Diagrams Series 6:
6.4 and 6.10

Jim Rosenberg

Diagrams Series 6: 6.4 and 6.10

Many sorts of digital writing ask to be read in a new way, but few present any system as well-developed as do the poems in Rosenberg's Diagrams, which set up a visual and interactive relationship between phrases, one which connects these units of text in a new syntactic way. Instead of asking the user to simply select one link from many, Diagrams Series 6 presents fields of overlaid texts, multiplicities which the reader can sort through by moving the mouse. Rosenberg's resonant and rich language, read at first as fragments, provides a point of entry for the reader, who can, with effort, learn the full system of these poems.

To Begin ...

Mac: Download and unzip diags_series_6_OSX.zip. Drag diags_series_6 onto Squeak 3.6.1Beta5.app.

Windows: Download and unzip diags_series_6_Windows.zip. Double-click diags_series_6.bat.
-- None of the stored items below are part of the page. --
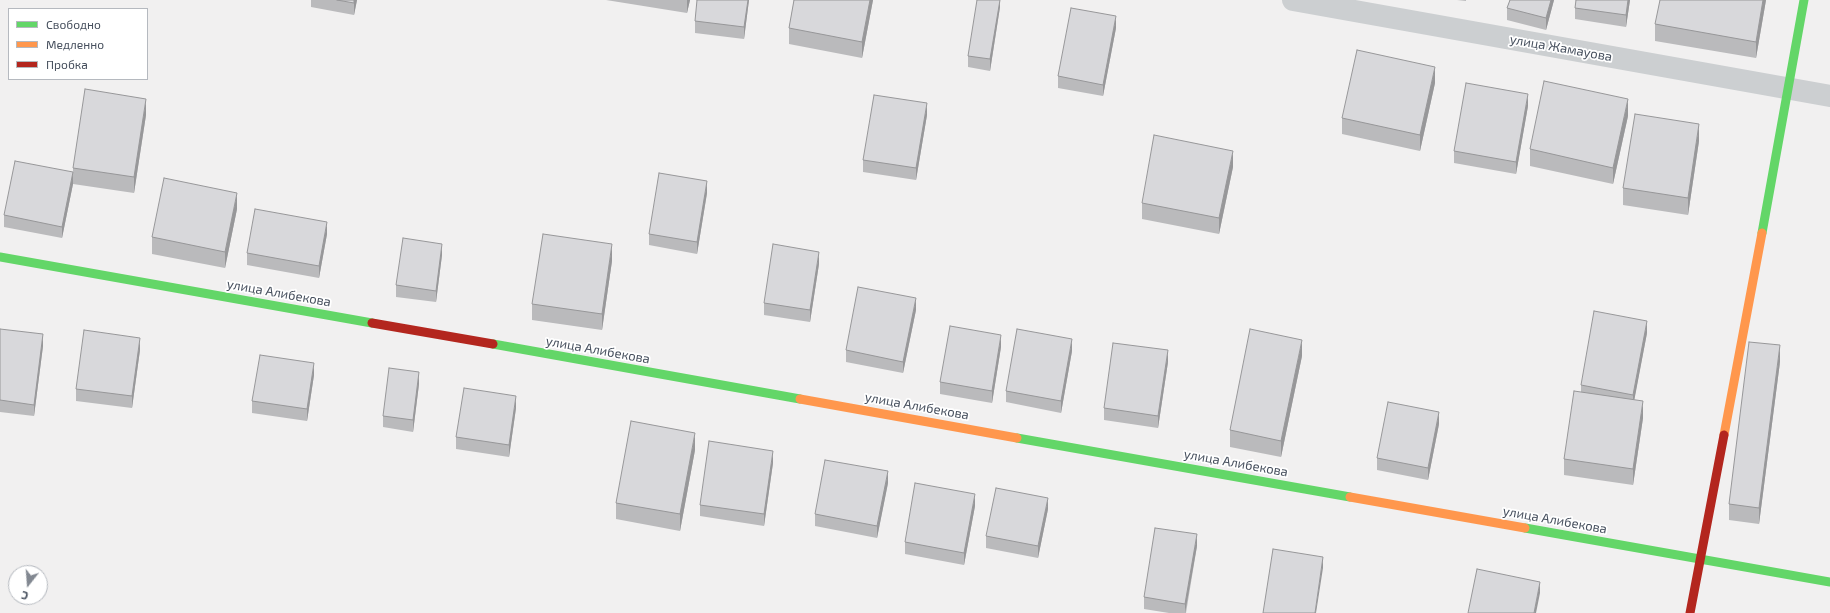 <!DOCTYPE html>
<html>
<head>
<meta charset="utf-8">
<style>
	body { margin:0 }
	#map { position:relative; width:1830px; height:613px; overflow:hidden; background:#f1f0f0; font-family:"Exo 2",sans-serif }
	canvas { display:block }
	.legend { position:absolute; left:8px; top:8px; width:140px; height:72px; box-sizing:border-box; background:#fff; border:1px solid #b5b9bf; margin:0; padding:5px 7px; list-style:none; font-size:12px; color:#47505e }
	.legend li { display:flex; align-items:center; gap:8px; height:20px }
	.legend b { width:20px; border:1px solid #b5b9bf }
	.north { position:absolute; left:8px; top:565px; width:40px; height:40px; box-sizing:border-box; background:#fff; border:1px solid #b5b9bf; border-radius:50%; rotate:197deg; font-size:11px; font-weight:700; line-height:16px; text-align:center; color:#47505e }
	.north::after { content:''; display:block; margin:auto; width:14px; height:18px; background:#828891; clip-path:polygon(50% 0,100% 100%,50% 72%,0 100%) }
</style>
</head>
<body>
<div id="map">
<canvas width="1830" height="613"></canvas>
<ul class="legend">
<li><b style="height:5px;background:#63d668"></b>Свободно</li>
<li><b style="height:5px;background:#ff974d"></b>Медленно</li>
<li><b style="height:5px;background:#b3261e"></b>Пробка</li>
</ul>
<div class="north">С</div>
</div>
<script>
const g = document.querySelector('canvas').getContext('2d');
g.lineJoin = 'round';
const poly = rows => new Path2D(rows.map(r => 'M' + r).join(''));
function trace(path, color, width, dash) { g.strokeStyle = color; g.lineWidth = width; g.lineCap = dash ? 'butt' : 'round'; g.setLineDash(dash || []); g.stroke(path); }
function fill(path, color) { g.fillStyle = color; g.fill(path, 'evenodd'); }
function drawText(font, color, halo, rows, align = 'center') {
  g.font = font + ' "Exo 2",sans-serif'; g.lineWidth = 3.5; g.setLineDash([]); g.textBaseline = 'middle'; g.strokeStyle = halo; g.fillStyle = color; for (const [text, x, y, turn = 0] of rows) {
    g.save(); g.translate(x, y); g.rotate((+turn || 0) * Math.PI / 180); g.textAlign = isNaN(turn) ? turn : align; if (halo) g.strokeText(text, 0, 0); g.fillText(text, 0, 0); g.restore();
  }
}
const street = poly([
	[1293,0,1830,96]
]);
const fast = poly([
	[1762,233,1804,0],
	[0,257,372,323],
	[493,344,800,399],
	[1017,438,1350,497],
	[1525,528,1830,582]
]);
const slow = poly([
	[800,399,1017,438],
	[1724,435,1762,233],
	[1350,497,1525,528]
]);
const jam = poly([
	[372,323,493,344],
	[1690,613,1724,435]
]);
const wall = poly([
	[311,0,357,0,354,15,311,7],
	[606,0,690,0,687,13],
	[749,0,744,39,695,33,695,21],
	[794,0,873,0,862,58,789,44,789,28],
	[1000,0,1000,7,990,71,968,67,968,56],
	[1457,0,1466,0,1466,1],
	[1510,0,1554,0,1546,30,1507,20,1507,8],
	[1630,0,1626,27,1575,19,1575,8],
	[1766,0,1756,58,1655,41,1655,24],
	[1116,28,1103,96,1058,88,1058,76],
	[1435,83,1420,151,1342,134,1342,118],
	[1528,106,1516,174,1454,163,1454,151],
	[146,115,134,193,73,184,62,238,4,227,4,215,73,172,73,168],
	[927,115,916,180,863,172,863,160],
	[1628,116,1613,184,1530,166,1530,149],
	[1699,141,1688,215,1623,205,1623,188],
	[1233,167,1219,234,1142,219,1142,203],
	[707,193,697,254,649,245,649,234],
	[237,209,225,268,152,254,152,237],
	[327,234,319,278,247,265,247,253],
	[442,255,436,302,396,297,396,285],
	[612,261,602,330,532,320,532,304],
	[819,264,810,322,764,315,764,303],
	[916,310,903,373,846,362,846,350],
	[0,329,43,346,34,416,0,412],
	[1647,333,1634,400,1643,418,1633,485,1564,475,1564,459,1581,392,1581,385],
	[1001,347,992,403,940,394,940,382],
	[140,350,132,408,76,401,76,389],
	[1072,351,1061,413,1006,402,1006,391],
	[1302,356,1281,457,1230,447,1230,430],
	[1168,362,1158,428,1104,420,1104,408],
	[1780,362,1759,524,1729,520,1729,504],
	[314,375,307,421,252,413,252,401],
	[419,384,413,432,383,427,383,416],
	[516,408,509,457,456,449,456,437],
	[1439,424,1428,480,1377,470,1377,458],
	[695,450,680,531,616,519,616,503],
	[773,463,764,526,700,516,700,505],
	[888,483,877,538,815,526,815,514],
	[975,506,964,565,905,554,905,542],
	[1048,509,1038,558,986,548,986,536],
	[1197,546,1186,613,1169,613,1144,609,1144,597]
]);
const shadedWall = poly([
	[354,0,357,0,354,15],
	[687,0,690,0,687,13],
	[748,0,749,0,744,39,744,27],
	[870,0,873,0,862,58,862,42],
	[1000,0,1000,7,990,71,990,59],
	[1551,0,1554,0,1546,30,1546,18],
	[1628,0,1630,0,1626,27,1626,15],
	[1763,0,1766,0,1756,58,1756,42],
	[1116,16,1116,28,1103,96,1103,85],
	[1435,67,1435,83,1420,151,1420,135],
	[1528,94,1528,106,1516,174,1516,162],
	[146,99,146,115,134,193,134,177],
	[1628,99,1628,116,1613,184,1613,168],
	[927,103,927,115,916,180,916,168],
	[1699,124,1699,141,1688,215,1688,198],
	[1233,151,1233,167,1219,234,1219,218],
	[73,172,73,184,62,238,62,227],
	[707,181,707,193,697,254,697,242],
	[237,193,237,209,225,268,225,252],
	[327,222,327,234,319,278,319,266],
	[442,244,442,255,436,302,436,291],
	[612,244,612,261,602,330,602,314],
	[819,252,819,264,810,322,810,310],
	[916,298,916,310,903,373,903,362],
	[1647,321,1647,333,1633,407,1633,395],
	[43,334,43,346,34,416,34,405],
	[1001,335,1001,347,992,403,992,391],
	[140,338,140,350,132,408,132,396],
	[1072,339,1072,351,1061,413,1061,401],
	[1302,340,1302,356,1281,457,1281,441],
	[1780,345,1780,362,1759,524,1759,508],
	[1168,350,1168,362,1158,428,1158,416],
	[314,363,314,375,307,421,307,409],
	[419,372,419,384,413,432,413,420],
	[516,396,516,408,509,457,509,445],
	[1643,401,1643,418,1633,485,1633,469],
	[1439,412,1439,424,1428,480,1428,468],
	[695,433,695,450,680,531,680,514],
	[773,451,773,463,764,526,764,514],
	[888,471,888,483,877,538,877,526],
	[975,494,975,506,964,565,964,553],
	[1048,498,1048,509,1038,558,1038,546],
	[1197,534,1197,546,1185,613,1185,604],
	[1323,557,1323,568,1316,613,1315,613],
	[1540,582,1540,593,1536,613,1534,613]
]);
const building = poly([
	[337,0,354,0,354,3,337,0],
	[697,0,748,0,744,27,695,21,697,0],
	[794,0,870,0,862,42,789,28,794,0],
	[977,0,1000,0,990,59,968,56,977,0],
	[1510,0,1551,0,1546,18,1507,8,1510,0],
	[1576,0,1628,0,1626,15,1575,8,1576,0],
	[1660,0,1763,0,1756,42,1655,24,1660,0],
	[1071,8,1116,16,1103,85,1058,76,1071,8],
	[1357,50,1435,67,1420,135,1342,118,1357,50],
	[1544,81,1628,99,1613,168,1530,149,1544,81],
	[1466,83,1528,94,1516,162,1454,151,1466,83],
	[85,89,146,99,134,177,73,168,85,89],
	[874,95,927,103,916,168,863,160,874,95],
	[1635,114,1699,124,1688,198,1623,188,1635,114],
	[1154,135,1233,151,1219,218,1142,203,1154,135],
	[15,161,73,172,62,227,4,215,15,161],
	[659,173,707,181,697,242,649,234,659,173],
	[164,178,237,193,225,252,152,237,164,178],
	[255,209,327,222,319,266,247,253,255,209],
	[543,234,612,244,602,314,532,304,543,234],
	[403,238,442,244,436,291,396,285,403,238],
	[773,244,819,252,810,310,764,303,773,244],
	[858,287,916,298,903,362,846,350,858,287],
	[1594,311,1647,321,1633,395,1581,385,1594,311],
	[950,326,1001,335,992,391,940,382,950,326],
	[0,329,43,334,34,405,0,400,0,329],
	[1017,329,1072,339,1061,401,1006,391,1017,329],
	[1250,329,1302,340,1281,441,1230,430,1250,329],
	[84,330,140,338,132,396,76,389,84,330],
	[1749,342,1780,345,1759,508,1729,504,1749,342],
	[1113,343,1168,350,1158,416,1104,408,1113,343],
	[260,355,314,363,307,409,252,401,260,355],
	[389,368,419,372,413,420,383,416,389,368],
	[464,388,516,396,509,445,456,437,464,388],
	[1574,391,1643,401,1633,469,1564,459,1574,391],
	[1388,402,1439,412,1428,468,1377,458,1388,402],
	[631,421,695,433,680,514,616,503,631,421],
	[709,441,773,451,764,514,700,505,709,441],
	[825,460,888,471,877,526,815,514,825,460],
	[915,483,975,494,964,553,905,542,915,483],
	[996,488,1048,498,1038,546,986,536,996,488],
	[1155,528,1197,534,1185,604,1144,597,1155,528],
	[1273,549,1323,557,1315,613,1263,613,1273,549],
	[1477,569,1540,582,1534,613,1468,613,1477,569]
]);
const streetNames = [
	["улица Жамауова",1561,48,10],
	["улица Алибекова",279,293,10],
	["улица Алибекова",598,350,10],
	["улица Алибекова",917,406,10],
	["улица Алибекова",1236,463,10],
	["улица Алибекова",1555,520,10]
];
trace(street, '#cccfd1', 22);
trace(fast, '#63d668', 9);
trace(slow, '#ff974d', 9);
trace(jam, '#b3261e', 9);
fill(wall, '#bababc');
fill(shadedWall, '#979799');
fill(building, '#d8d8db');
trace(building, '#979799', 1);
drawText('13px', '#47505e', '#fff', streetNames);
</script>
</body>
</html> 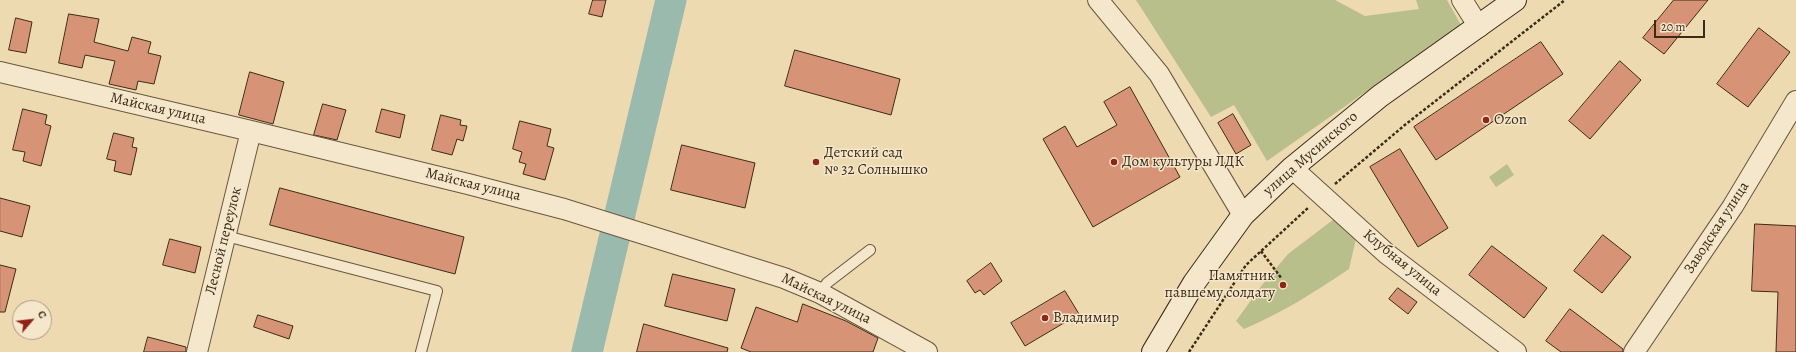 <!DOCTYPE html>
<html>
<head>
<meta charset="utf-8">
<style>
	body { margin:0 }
	#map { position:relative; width:1796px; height:352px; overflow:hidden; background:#eedab1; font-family:Alegreya,serif }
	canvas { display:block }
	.north { position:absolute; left:12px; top:300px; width:40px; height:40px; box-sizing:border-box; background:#f4e7cc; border:1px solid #aa9c84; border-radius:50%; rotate:62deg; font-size:11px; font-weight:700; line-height:16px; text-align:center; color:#3c2b18 }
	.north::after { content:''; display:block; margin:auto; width:14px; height:18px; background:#8f2418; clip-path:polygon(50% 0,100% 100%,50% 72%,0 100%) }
	.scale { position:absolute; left:1654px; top:20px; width:51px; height:18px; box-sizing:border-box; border:2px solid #3c2b18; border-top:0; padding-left:5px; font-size:12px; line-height:14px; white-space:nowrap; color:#3c2b18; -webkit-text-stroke:3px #f4e7cc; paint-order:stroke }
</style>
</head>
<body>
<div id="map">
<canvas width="1796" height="352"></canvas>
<div class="north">С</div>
<div class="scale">20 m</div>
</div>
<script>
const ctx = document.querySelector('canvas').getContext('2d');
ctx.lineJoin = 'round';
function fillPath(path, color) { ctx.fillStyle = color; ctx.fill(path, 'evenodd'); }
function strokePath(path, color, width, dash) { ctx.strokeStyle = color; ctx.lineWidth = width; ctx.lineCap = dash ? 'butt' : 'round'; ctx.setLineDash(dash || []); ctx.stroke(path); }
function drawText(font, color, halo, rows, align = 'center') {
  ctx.font = font + ' Alegreya,serif'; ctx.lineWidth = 3; ctx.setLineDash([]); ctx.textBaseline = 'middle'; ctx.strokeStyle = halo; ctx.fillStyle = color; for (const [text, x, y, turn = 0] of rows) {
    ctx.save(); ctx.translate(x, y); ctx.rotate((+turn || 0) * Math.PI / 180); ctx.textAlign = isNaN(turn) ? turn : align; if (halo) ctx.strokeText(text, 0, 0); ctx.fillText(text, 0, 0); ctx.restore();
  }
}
const green = new Path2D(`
	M1136,0H1335L1365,16L1419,9L1416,0H1447L1461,25L1267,161L1234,105L1211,117Z
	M1507,164L1514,175L1496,187L1489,177Z
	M1338,216L1356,239L1349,269C1315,292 1282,313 1244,329L1236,321L1262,285L1288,254Z`);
const river = new Path2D(`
	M587,352L671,0`);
const building = new Path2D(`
	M593,0H606L602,17L589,14Z
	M1674,0H1708L1664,54L1643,38Z
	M69,14L99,19L94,42L128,51L132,37L151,42L148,53L161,56L154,84L138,81L136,90L109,84L115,61L85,55L82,68L59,63Z
	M16,18L32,22L26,53L9,50Z
	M1759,28L1790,52L1748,107L1717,84Z
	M1541,42L1563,74L1436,160L1414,127Z
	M795,50L900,79L891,115L785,86Z
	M1620,61L1641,80L1590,139L1569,121Z
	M250,72L284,82L273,124L239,115Z
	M1130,87L1180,177L1093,227L1043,139L1065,126L1077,147L1117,125L1104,102Z
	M323,104L346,110L337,140L314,135Z
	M23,109L47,115L45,124L51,126L41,166L23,161L25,152L13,150Z
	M382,109L405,115L400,138L376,132Z
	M1233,114L1251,145L1236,154L1218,123Z
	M441,115L461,120L460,125L467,126L463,141L457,139L452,155L432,150Z
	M520,121L551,129L547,146L554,148L545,180L523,174L526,164L519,162L522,152L513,149Z
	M114,133L134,138L132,147L137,148L131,175L114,171L116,161L107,159Z
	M682,145L755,163L745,208L671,190Z
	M1400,149L1448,228L1418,247L1370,167Z
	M280,188L464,237L455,274L270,225Z
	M0,198L30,206L22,237L0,231Z
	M1755,224L1796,226V352H1776L1778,292L1752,291Z
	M1603,235L1631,257L1602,293L1574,271Z
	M170,239L201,247L195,273L163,265Z
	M1492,246L1547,288L1524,318L1469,275Z
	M991,263L1002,281L984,295L980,290L975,293L967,281Z
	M0,265L16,269L5,312H0Z
	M673,274L735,289L727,321L665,306Z
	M1398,288L1417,302L1408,314L1389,299Z
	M1065,291L1079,314L1025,346L1011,323Z
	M803,304L846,321L878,338L873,352H751L741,348L756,307L797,322Z
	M1570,309L1623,349V352H1561L1546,341Z
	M258,315L293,326L289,339L254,327Z
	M644,324L728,348L727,352H637Z
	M148,337L186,347V352H144Z`);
const path = new Path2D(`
	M1335,184L1406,124L1565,0
	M1261,251L1282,279
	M1189,352L1246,265L1309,207`);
const lane = new Path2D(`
	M226,236L437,291L421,352
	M820,293L827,283L870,250`);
const street = new Path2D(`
	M1098,0L1159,74L1243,215
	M1462,0L1479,27
	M0,72L251,131L468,184L564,209L784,278L820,293L927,352
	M1292,168L1387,254L1516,352
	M197,352L251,131
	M1634,352L1733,206L1796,101`);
const secondary = new Path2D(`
	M1153,352L1194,283L1243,215L1292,168L1380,96L1515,0`);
const markers = [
	[1486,120,4,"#8f2418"],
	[816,162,4,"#8f2418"],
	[1114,162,4,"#8f2418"],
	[1283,285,4,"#8f2418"],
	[1045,318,4,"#8f2418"]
];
const streetNames = [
	["Майская улица",158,109,13],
	["улица Мусинского",1311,154,-41],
	["Майская улица",473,185,14],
	["Заводская улица",1717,228,-57],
	["Лесной переулок",224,241,-76],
	["Клубная улица",1402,263,39],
	["Майская улица",826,299,26]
];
const poiNames = [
	["Ozon",1494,120],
	["Детский сад",824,153],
	["№ 32 Солнышко",824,170],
	["Дом культуры ЛДК",1122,162],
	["Памятник",1275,276,"right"],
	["павшему солдату",1275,293,"right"],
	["Владимир",1053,318]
];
fillPath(green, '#b9bf8b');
strokePath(river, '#99baad', 31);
fillPath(building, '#d79376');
strokePath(building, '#3c2b18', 1);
strokePath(lane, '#68573e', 12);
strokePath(street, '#68573e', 22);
strokePath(secondary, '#3c2b18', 24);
strokePath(path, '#3c2b18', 2.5, [3, 2]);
strokePath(lane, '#f4e7cc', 10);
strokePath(street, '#f4e7cc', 20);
strokePath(secondary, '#f4e7cc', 22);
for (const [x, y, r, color] of markers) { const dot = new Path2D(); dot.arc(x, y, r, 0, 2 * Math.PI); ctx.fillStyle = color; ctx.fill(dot); strokePath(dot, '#f4e7cc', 1.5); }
drawText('15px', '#3c2b18', '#f4e7cc', streetNames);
drawText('15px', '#3c2b18', '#f4e7cc', poiNames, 'left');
</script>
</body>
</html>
Author description: Diagrams Series 6 is the latest in a life-long series of Diagram Poems, the earliest experimentations for which began in 1968. Although I have been making interactive works since 1988, Diagrams Series 6 is actually my first work written in a fully interactive way: from beginning to end in one interactive environment where the word object is playable at every stage of its development, from temporary unassembled scrap all the way to its final location in a finished piece. This environment is part of an ongoing project which I call Hypertext in the Open Air, implemented in a programming system called Squeak. It allows the works to be played on all popular computing platforms, including Macintosh, BSD, Linux, and Windows. Diagrams Series 6 strives to return to the intense diagrammicity of some of my earlier non-interactive works, Diagrams Series 4 and Diagrams Series 3. The diagram notation acts as a kind of external syntax, allowing word objects to carry interactivity deep inside the sentence. Interactivity, in turn, allows for juxtapositions to be opened so that the layers in cluster can occupy the same space and yet be legible. A problem we all have: a multiplicity, we must all occupy the same world space, do no harm, and yet be free. Carrying multiplicity inside the thought, inside the sentence: the thought as world. At a time when our world is in deep painful need of more multiplicity of thought.

Instructions: After clicking to start Squeak and Diagrams 6.4 or 6.10, click on the box next to "Introduction" to see full instructions. Instructions on running Diagrams Series 6 on other operating systems are available in Rosenberg's read me file.

Previous publication: Rosenberg published Diagrams Series 6: 6.4 and 6.10 in 2005. Diagram Series 6: 6.4 and 6.10 is available at Rosenberg's site, http://www.well.com/user/jer.

Rosenberg's work is available under the Creative Commons Attribution-NonCommercial-NoDerivs 2.5 License. The Squeak VM is available under the Squeak License.